File with the CPIO at the relevant PSPCL sub-division or division office for operational and billing queries. For scheme-level or policy-level queries, file with the CPIO at the relevant PSPCL circle or corporate office.
Punjab Police: FIR Status and Station Records
Punjab Police is a Punjab state body — second appeals go to the PSIC.
RTI applications to Punjab Police that are commonly useful:
- FIR registration: Whether an FIR has been registered on the basis of a specific complaint, the FIR number, the date of registration, and the sections under which it was registered.
- FIR status: The current status of a registered FIR — whether it is under investigation, has been chargesheeted, closed with a cancellation report, or is otherwise pending.
- Police station records: Duty registers, general diary (Roznamcha) entries, and records of complaints received at a specific police station — subject to exemptions.
The key exemption to be aware of: Section 8(1)(h) of the RTI Act exempts from disclosure information that would impede the process of investigation or apprehension or prosecution of offenders. This means that for an ongoing criminal investigation, the police can legitimately decline to disclose specific investigation files, witness statements, and case details that could prejudice the prosecution. However, this exemption does not extend to basic factual information like whether an FIR exists, the FIR number, and the sections registered — these are administrative facts, not investigative details.
File with the CPIO at the relevant police station for station-level records. For district-level queries, file with the CPIO at the District Police (SSP) office.
Important: BSF (Border Security Force) and CRPF (Central Reserve Police Force) units stationed in Punjab are Central paramilitary forces under the Ministry of Home Affairs. They are Central public authorities — their RTI applications file at rtionline.gov.in and second appeals go to the CIC, not the PSIC.
PPSC: Punjab Public Service Commission
The Punjab Public Service Commission (PPSC) conducts competitive examinations and makes recommendations for recruitment to Class A and Class B gazetted posts in the Punjab state government service.
PPSC is a Punjab State body — second appeals go to the PSIC.
RTI applications that work well with PPSC:
- Marks in examination: Your subject-wise marks in a PPSC written examination. This is among the most impactful uses of RTI for competitive exam candidates in Punjab, because PPSC (unlike some other bodies) may not routinely publish individual scores.

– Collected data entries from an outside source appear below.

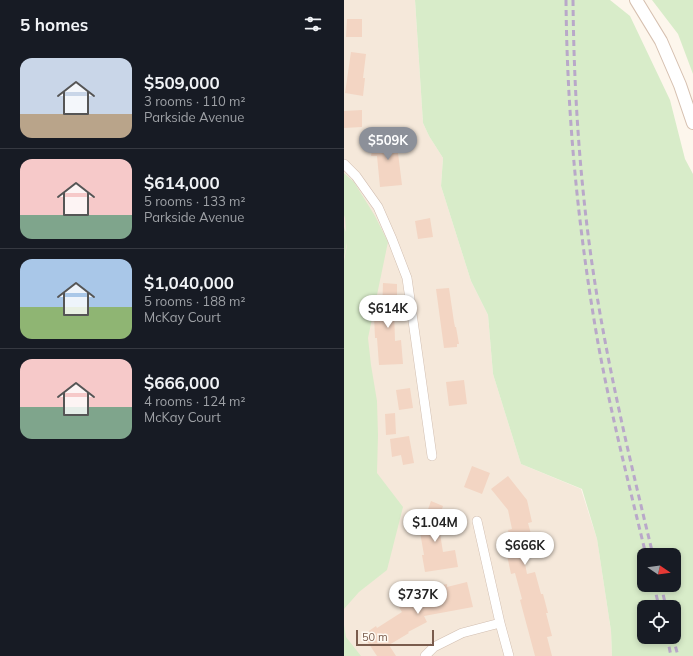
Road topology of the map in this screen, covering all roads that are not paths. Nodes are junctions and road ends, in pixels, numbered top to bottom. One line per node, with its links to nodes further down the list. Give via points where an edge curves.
1 (636, 0): 2 (main road, via 661,41)
2 (693, 123)
3 (344, 164): 4 (street, via 378,207 407,278)
4 (432, 456)
5 (477, 521): 6 (street)
6 (500, 623): 7 (street, via 462,634 434,647); 8 (street)
7 (425, 656)
8 (509, 656)

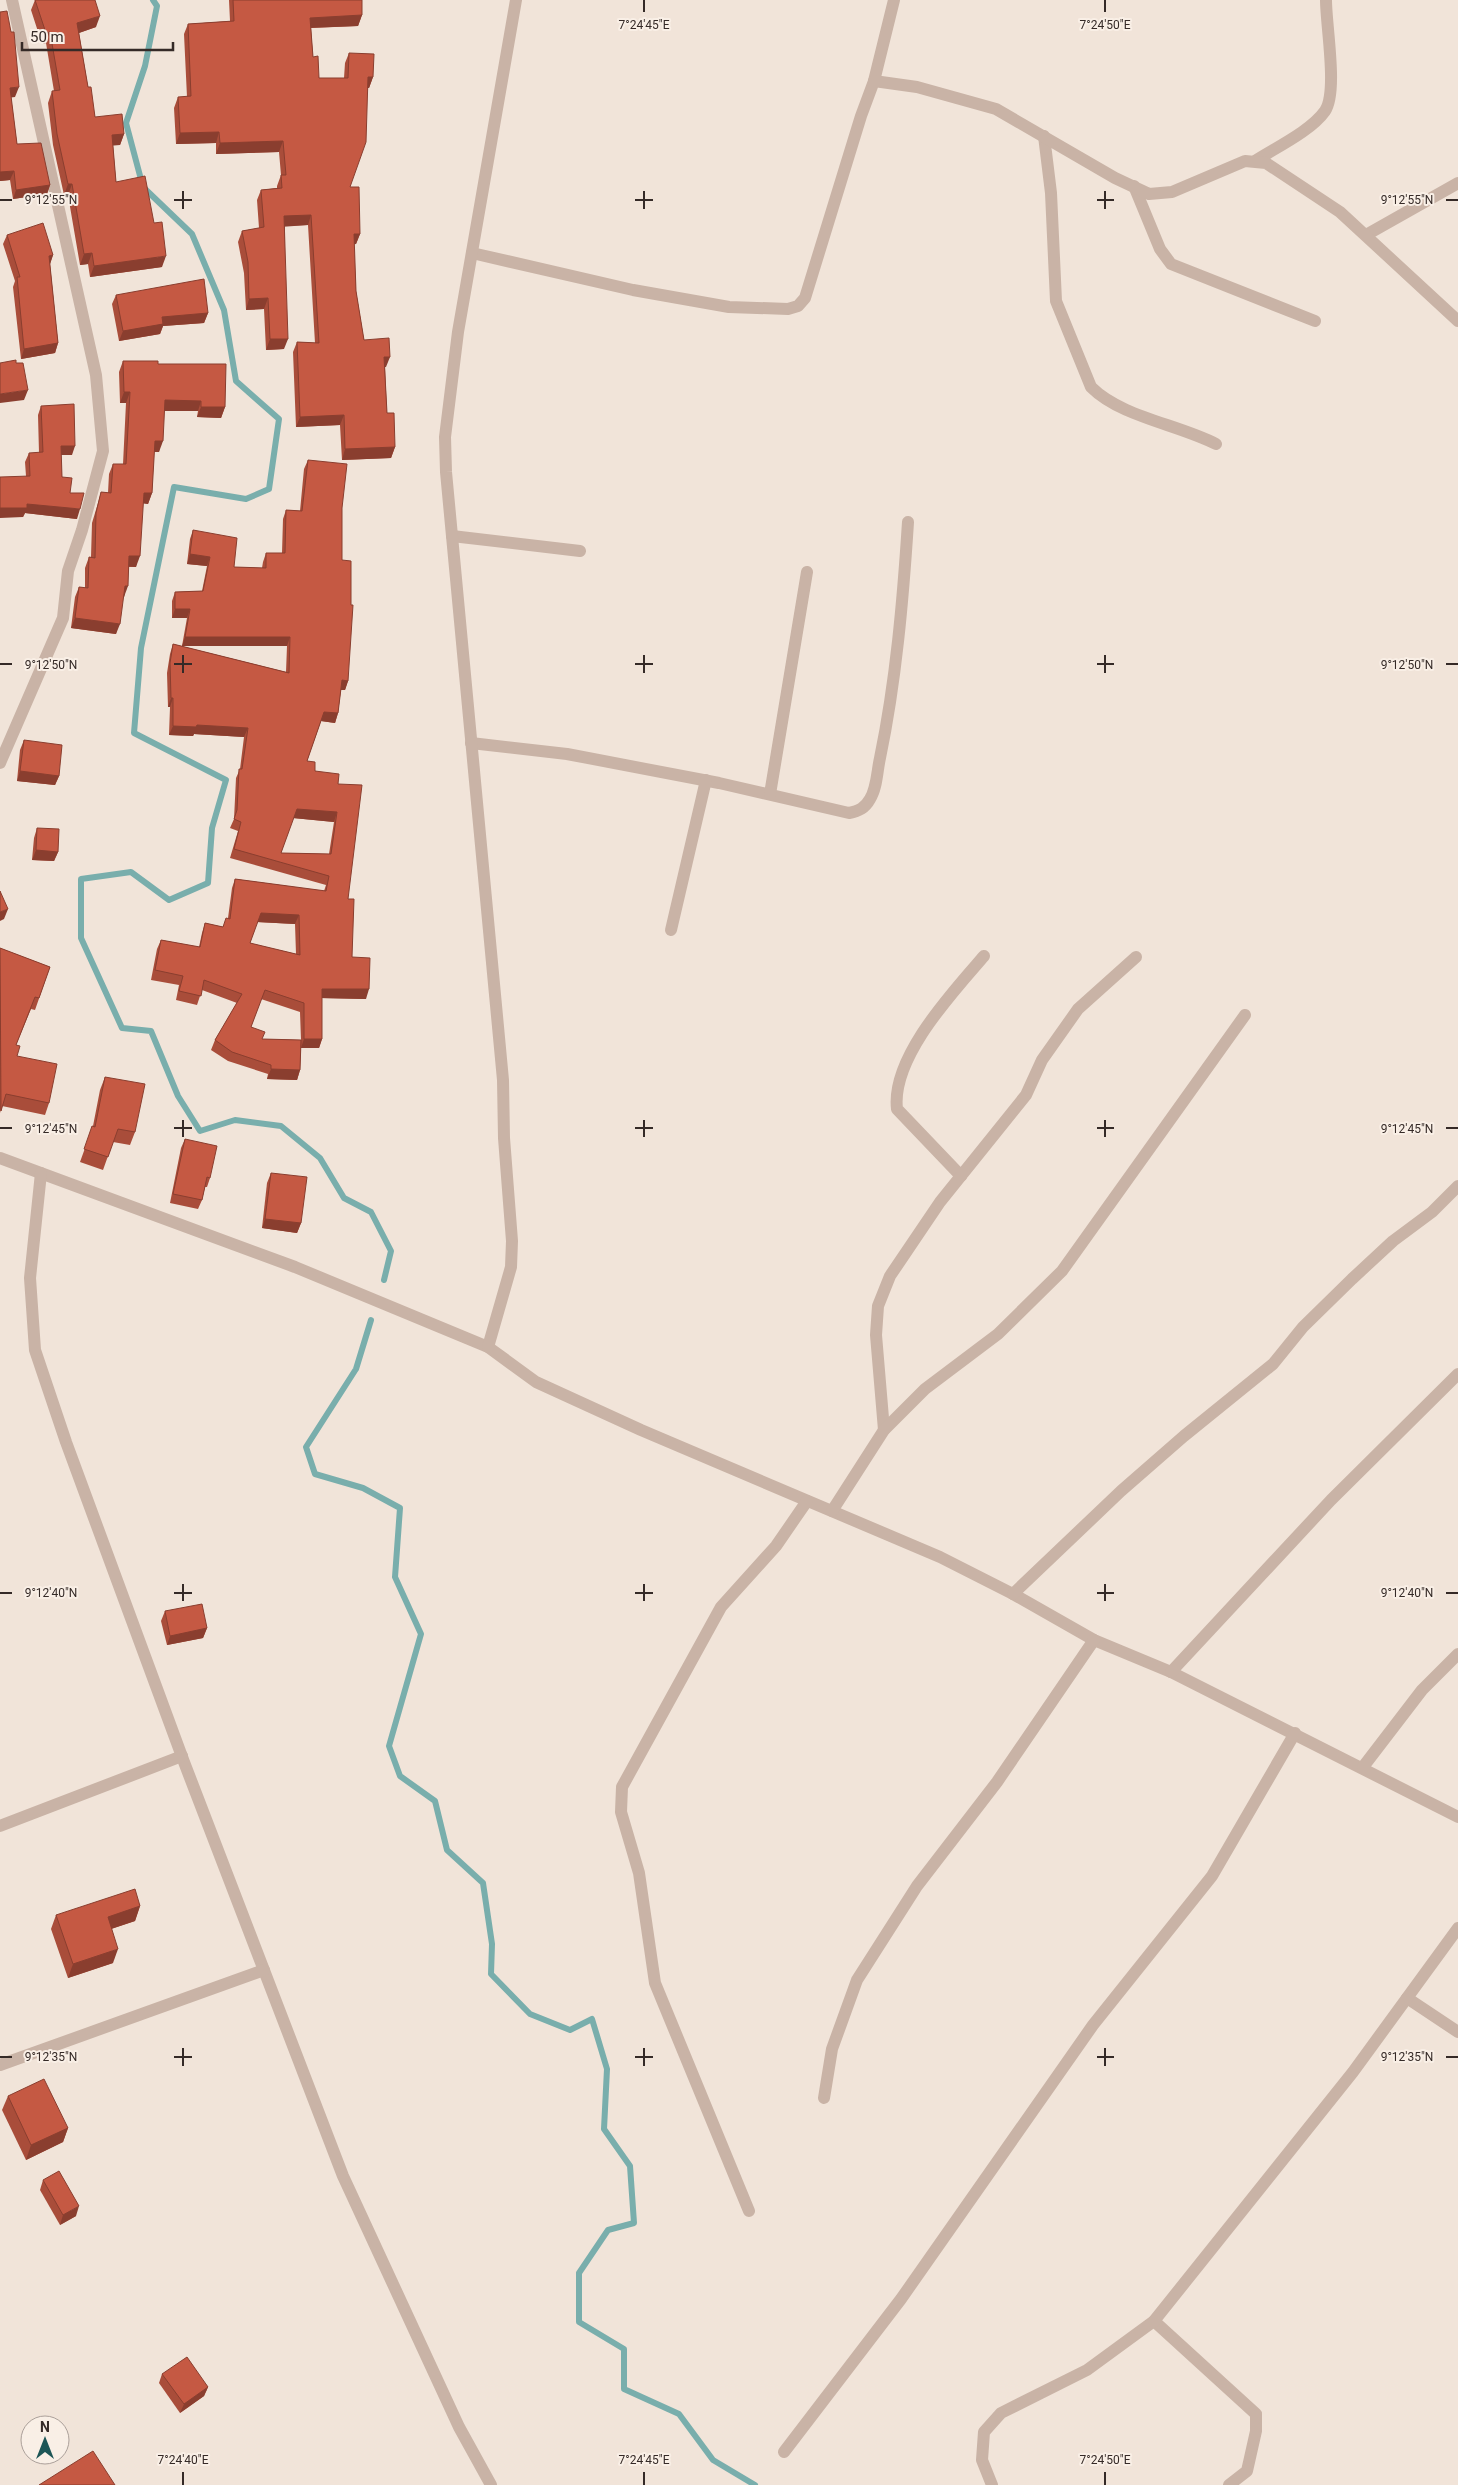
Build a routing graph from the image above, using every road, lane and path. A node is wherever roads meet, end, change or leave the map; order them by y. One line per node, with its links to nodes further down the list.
1 (12, 0): 20 (street)
2 (516, 0): 11 (street)
3 (894, 0): 5 (street)
4 (1326, 0): 7 (street)
5 (874, 81): 6 (street); 11 (street)
6 (1044, 136): 9 (street); 14 (street)
7 (1256, 161): 9 (street); 10 (street)
8 (1458, 183): 10 (street)
9 (1134, 186): 12 (street)
10 (1366, 235): 13 (street)
11 (472, 253): 16 (street)
12 (1315, 321)
13 (1458, 321)
14 (1216, 444)
15 (908, 522): 22 (street)
16 (452, 536): 17 (street); 19 (street)
17 (580, 552)
18 (807, 572): 22 (street)
19 (471, 743): 21 (street); 31 (street)
20 (0, 763)
21 (706, 780): 22 (street); 23 (street)
22 (770, 794)
23 (671, 930)
24 (984, 956): 29 (street)
25 (1136, 957): 29 (street)
26 (1244, 1015): 33 (street)
27 (0, 1158): 28 (street)
28 (41, 1173): 31 (street); 41 (street)
29 (961, 1176): 33 (street)
30 (1458, 1186): 36 (street)
31 (488, 1347): 34 (street)
32 (1458, 1374): 39 (street)
33 (884, 1430): 35 (street)
34 (808, 1501): 35 (street); 51 (street)
35 (832, 1511): 36 (street)
36 (1013, 1594): 37 (street)
37 (1094, 1640): 39 (street); 50 (street)
38 (1458, 1654): 42 (street)
39 (1172, 1672): 40 (street)
40 (1295, 1733): 42 (street); 53 (street)
41 (182, 1756): 44 (street); 46 (street)
42 (1363, 1767): 43 (street)
43 (1458, 1817)
44 (0, 1826)
45 (1458, 1928): 47 (street)
46 (264, 1970): 49 (street); 54 (street)
47 (1407, 1998): 48 (street); 52 (street)
48 (1458, 2032)
49 (0, 2065)
50 (824, 2098)
51 (749, 2211)
52 (1154, 2321): 55 (street); 56 (street)
53 (784, 2452)
54 (491, 2485)
55 (992, 2485)
56 (1229, 2485)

- Answer keys: Whether an official answer key was adopted for a specific examination, the process by which it was finalised, and any objections received and their outcome.
- Selection criteria and merit list methodology: How the final merit list was constructed — the weightage given to written exam, interview, and any additional criteria.

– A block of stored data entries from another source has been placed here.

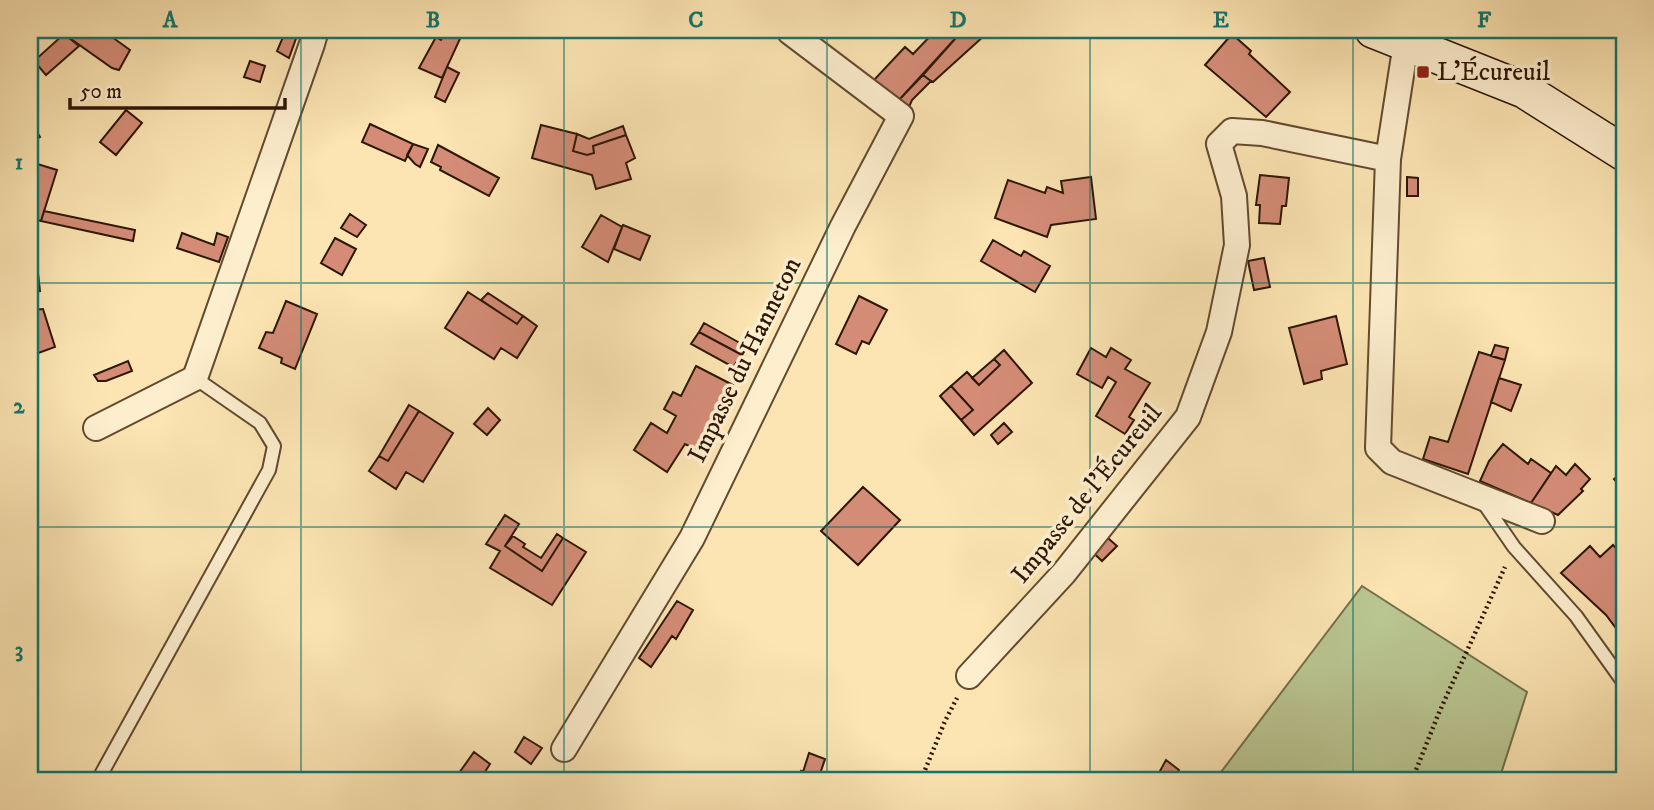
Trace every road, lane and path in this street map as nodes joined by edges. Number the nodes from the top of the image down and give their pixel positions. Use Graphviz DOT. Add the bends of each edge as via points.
graph roads {
  1 [pos="316,30"];
  2 [pos="790,30"];
  3 [pos="1373,30"];
  4 [pos="1406,43"];
  5 [pos="1624,153"];
  6 [pos="1388,159"];
  7 [pos="195,378"];
  8 [pos="96,428"];
  9 [pos="1479,496"];
  10 [pos="1542,521"];
  11 [pos="1514,547"];
  12 [pos="969,676"];
  13 [pos="1624,683"];
  14 [pos="564,749"];
  15 [pos="98,780"];
  16 [pos="921,780"];
  17 [pos="1412,780"];
  1 -- 7 [label="street"];
  2 -- 14 [label="street, Impasse du Hanneton" via="901,116 692,538"];
  3 -- 4 [label="main road"];
  4 -- 5 [label="main road" via="1524,90"];
  4 -- 6 [label="street"];
  6 -- 9 [label="street" via="1378,449 1392,462"];
  6 -- 12 [label="street, Impasse de l'Écureuil" via="1262,133 1232,131 1219,144 1234,196 1237,245 1219,332 1188,417 1064,573"];
  7 -- 8 [label="street"];
  7 -- 15 [label="lane" via="260,424 274,446 269,470"];
  9 -- 10 [label="street"];
  9 -- 11 [label="lane"];
  11 -- 13 [label="lane" via="1576,616"];
  11 -- 17 [label="path"];
  12 -- 16 [label="path"];
}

- Number of vacancies vs. candidates recommended: For a specific recruitment cycle, the number of posts advertised, the category-wise vacancies, and the number of candidates actually recommended for appointment.
- Interview records: Whether notes on the interview of a specific candidate (identified by roll number, to preserve others' privacy) are maintained and accessible.
File with the CPIO at the PPSC office in Patiala.
PSSSB: Punjab Subordinate Services Selection Board
The Punjab Subordinate Services Selection Board (PSSSB) handles state-level recruitment to non-gazetted posts in various Punjab government departments — clerk, steno, junior engineer, lineman, lab assistant, and many other categories.
PSSSB is a Punjab State body — second appeals go to the PSIC.
The same RTI approaches applicable to PPSC — marks, answer key challenges, merit list methodology, selection criteria — apply equally to PSSSB. Given the volume of PSSSB recruitments and the number of candidates affected, RTI filings with PSSSB have been among the most commonly used in Punjab in recent years.
PUDA and Urban Development: Building Approvals and Property Tax
Punjab's urban development landscape is served by several state bodies:
PUDA (Punjab Urban Development Authority): PUDA plans and develops urban areas across Punjab — layout plans, residential and commercial plot allotments, infrastructure development. PUDA is a Punjab State body — second appeals go to the PSIC.
Useful RTI requests with PUDA:
- Plot allotment status and allotment letter details
- Layout plan approval for a specific colony or sector
- Land acquisition records for a PUDA scheme
- Correspondence files relating to delayed possession or cancellation of allotment
GMADA (Greater Mohali Area Development Authority): GMADA oversees development in the Greater Mohali (SAS Nagar) region — including major planned townships in and around Mohali. GMADA is a Punjab State body — second appeals go to the PSIC.
Useful RTI requests with GMADA:
- Allotment records and payment schedules for residential schemes
- Details of possession delays and the reasons cited
- Building plan approvals for specific sites
Municipal Councils and Corporations: Punjab's municipal bodies — Ludhiana Municipal Corporation, Amritsar Municipal Corporation, Jalandhar Municipal Corporation, Patiala Municipal Corporation, and the municipal councils for smaller towns — handle property tax, building plan approvals, trade licences, and local civic functions. All are Punjab State bodies — second appeals go to the PSIC.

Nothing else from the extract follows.